(The problem): Number of lines with "Ekita" in the listing: report it, and nothing else.

(Provided information):
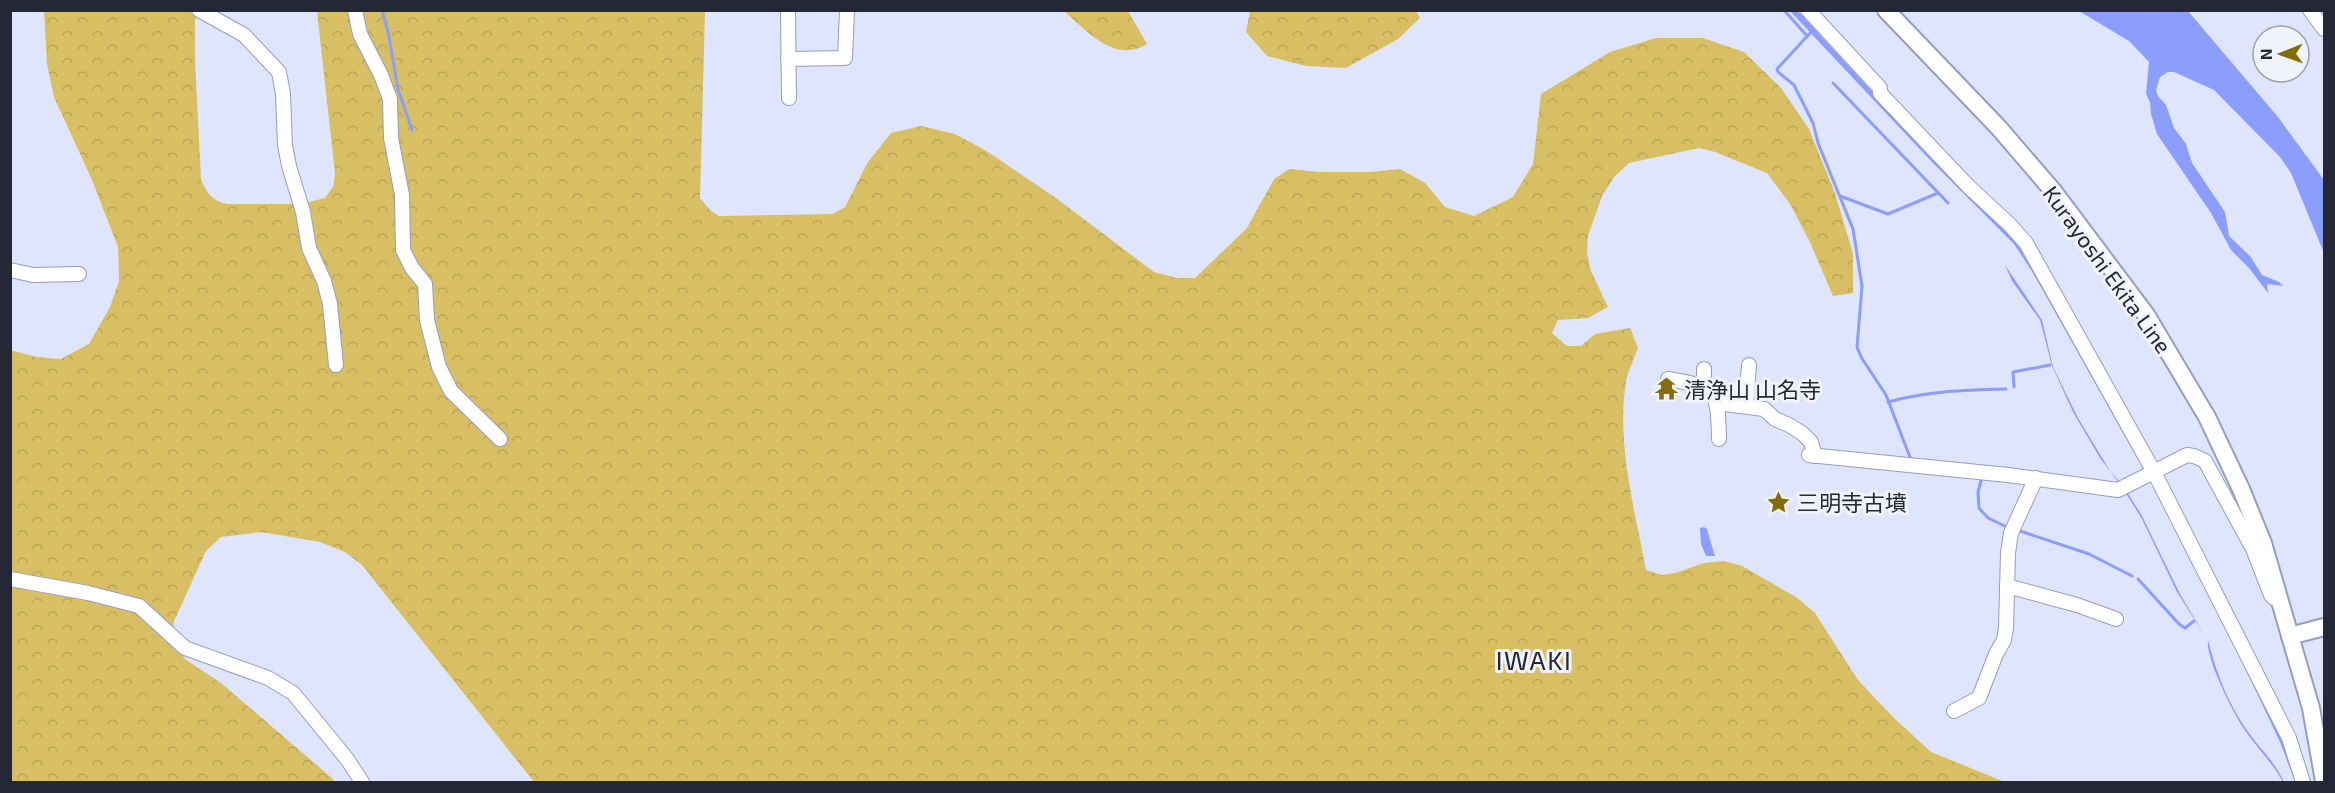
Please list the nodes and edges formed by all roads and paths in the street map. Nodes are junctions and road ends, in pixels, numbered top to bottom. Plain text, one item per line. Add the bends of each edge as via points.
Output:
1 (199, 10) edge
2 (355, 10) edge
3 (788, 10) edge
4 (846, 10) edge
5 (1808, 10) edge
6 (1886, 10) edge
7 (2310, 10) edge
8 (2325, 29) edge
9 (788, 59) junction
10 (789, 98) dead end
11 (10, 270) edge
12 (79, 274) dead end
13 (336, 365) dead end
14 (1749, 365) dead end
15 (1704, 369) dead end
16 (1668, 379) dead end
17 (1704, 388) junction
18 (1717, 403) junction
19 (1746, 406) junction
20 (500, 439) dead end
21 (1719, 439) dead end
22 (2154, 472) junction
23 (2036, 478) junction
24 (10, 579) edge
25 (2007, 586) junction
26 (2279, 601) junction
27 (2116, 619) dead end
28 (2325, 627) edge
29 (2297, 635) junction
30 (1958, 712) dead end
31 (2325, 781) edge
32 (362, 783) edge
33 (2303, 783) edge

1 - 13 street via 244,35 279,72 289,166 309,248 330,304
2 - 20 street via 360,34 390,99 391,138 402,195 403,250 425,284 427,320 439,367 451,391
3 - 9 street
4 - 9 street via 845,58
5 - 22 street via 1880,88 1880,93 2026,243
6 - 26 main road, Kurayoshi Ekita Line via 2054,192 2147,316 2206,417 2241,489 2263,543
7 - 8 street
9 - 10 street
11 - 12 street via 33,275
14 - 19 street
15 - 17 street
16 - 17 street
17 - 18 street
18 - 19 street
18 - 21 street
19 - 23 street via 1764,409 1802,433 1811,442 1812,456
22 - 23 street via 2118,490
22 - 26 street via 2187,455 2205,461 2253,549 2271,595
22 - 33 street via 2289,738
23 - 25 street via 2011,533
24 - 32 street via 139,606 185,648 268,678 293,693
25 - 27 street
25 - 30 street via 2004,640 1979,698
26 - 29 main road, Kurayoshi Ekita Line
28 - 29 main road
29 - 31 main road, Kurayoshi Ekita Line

(Finished task): 3